Jika diterjemahkan dalam bahasa Indonesia, kalimat ‘yen metu kudu mempeng’ berarti ‘ketika keluar harus sungguh-sungguh semangat.’

“Mungkin maksudnya, ketika terlahir manusia harus menjalani kehidupan di jalan Tuhan dengan semangat, yakin, fokus, dan tidak mudah putus asa. Juga dalam proses itu semua, percayalah Tuhan ada bersama kita,” kata Dr Ari.

Tak hanya itu, nasi tumpeng merupakan bentuk representasi hubungan antara Tuhan dengan manusia dan manusia dengan sesamanya.

Dalam Kitab Tantupanggelaran (kitab dari zaman Majapahit) diceritakan saat Pulau Jawa berguncang, Batara Guru dalam konsep Hindu memerintahkan membawa puncak Mahameru India untuk menstabilkan Pulau Jawa dan jadilah Gunung Semeru di Jawa Timur.

“Puncak tertinggi itulah yang dipercaya merupakan letak dari para dewa. Manusia memahami konsep Ketuhanan dengan sesuatu yang besar dan tinggi, dan berada di puncak. Nasi Tumpeng adalah representasi dari puncak gunung atau konsep Ketuhanan,” jelas Dr Ari.

Nasi tumpeng (Pinterest)
Nasi tumpeng (Pinterest)

Selain bentuk nasi tumpeng yang kerucut dan menjulang tinggi (vertikal) adalah representasi dari bentuk gunung atau Tuhan, isian nasi tumpeng juga memiliki arti. Menurut Ari, isian tumpeng yang diletakkan horizontal adalah lambang hubungan manusia dengan sesamanya. Keragaman lauk pauk adalah lambang kehidupan dunia yang kompleks.

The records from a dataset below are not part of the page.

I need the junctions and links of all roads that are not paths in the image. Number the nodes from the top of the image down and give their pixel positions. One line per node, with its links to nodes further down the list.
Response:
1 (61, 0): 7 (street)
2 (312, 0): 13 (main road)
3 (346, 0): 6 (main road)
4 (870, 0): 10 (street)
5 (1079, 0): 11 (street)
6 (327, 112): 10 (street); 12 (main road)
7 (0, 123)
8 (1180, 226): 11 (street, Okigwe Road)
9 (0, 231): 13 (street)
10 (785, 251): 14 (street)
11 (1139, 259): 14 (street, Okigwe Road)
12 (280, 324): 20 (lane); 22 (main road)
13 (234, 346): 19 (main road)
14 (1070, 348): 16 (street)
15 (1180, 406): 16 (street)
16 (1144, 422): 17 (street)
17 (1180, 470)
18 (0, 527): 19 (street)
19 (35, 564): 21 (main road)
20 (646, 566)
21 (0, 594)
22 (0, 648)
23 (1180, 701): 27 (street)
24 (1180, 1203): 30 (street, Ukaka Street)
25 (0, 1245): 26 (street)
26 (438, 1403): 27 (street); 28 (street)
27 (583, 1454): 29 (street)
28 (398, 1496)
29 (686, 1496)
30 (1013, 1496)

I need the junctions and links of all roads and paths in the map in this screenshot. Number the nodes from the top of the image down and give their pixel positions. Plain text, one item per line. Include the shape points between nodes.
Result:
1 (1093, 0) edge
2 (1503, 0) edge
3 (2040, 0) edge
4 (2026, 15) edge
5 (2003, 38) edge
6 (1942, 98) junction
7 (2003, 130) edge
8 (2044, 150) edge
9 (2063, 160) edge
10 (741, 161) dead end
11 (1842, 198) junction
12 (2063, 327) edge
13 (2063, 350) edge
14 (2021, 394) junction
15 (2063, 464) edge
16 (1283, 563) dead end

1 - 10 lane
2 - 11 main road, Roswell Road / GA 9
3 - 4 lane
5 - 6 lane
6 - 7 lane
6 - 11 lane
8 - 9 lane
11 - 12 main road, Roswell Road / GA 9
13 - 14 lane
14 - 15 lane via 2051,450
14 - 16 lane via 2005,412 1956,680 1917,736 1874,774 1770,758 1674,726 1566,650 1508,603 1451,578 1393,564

“Dalam konsep Jawa dikenal ungkapan ‘sangkan paraning dumadi’ (tahu dari mana dan akan kemana segala mahluk), ‘mulih ing mulanira’ (kembali ke asalnya). Agar kembali ke Tuhan atau kaitannya dengan konsep surga dan neraka, manusia harus berbuat baik dan berhati-hati dalam hidup di dunia yang penuh karut marut seperti lambang dari lauk pauk nasi tumpeng,” jelasnya. (tom)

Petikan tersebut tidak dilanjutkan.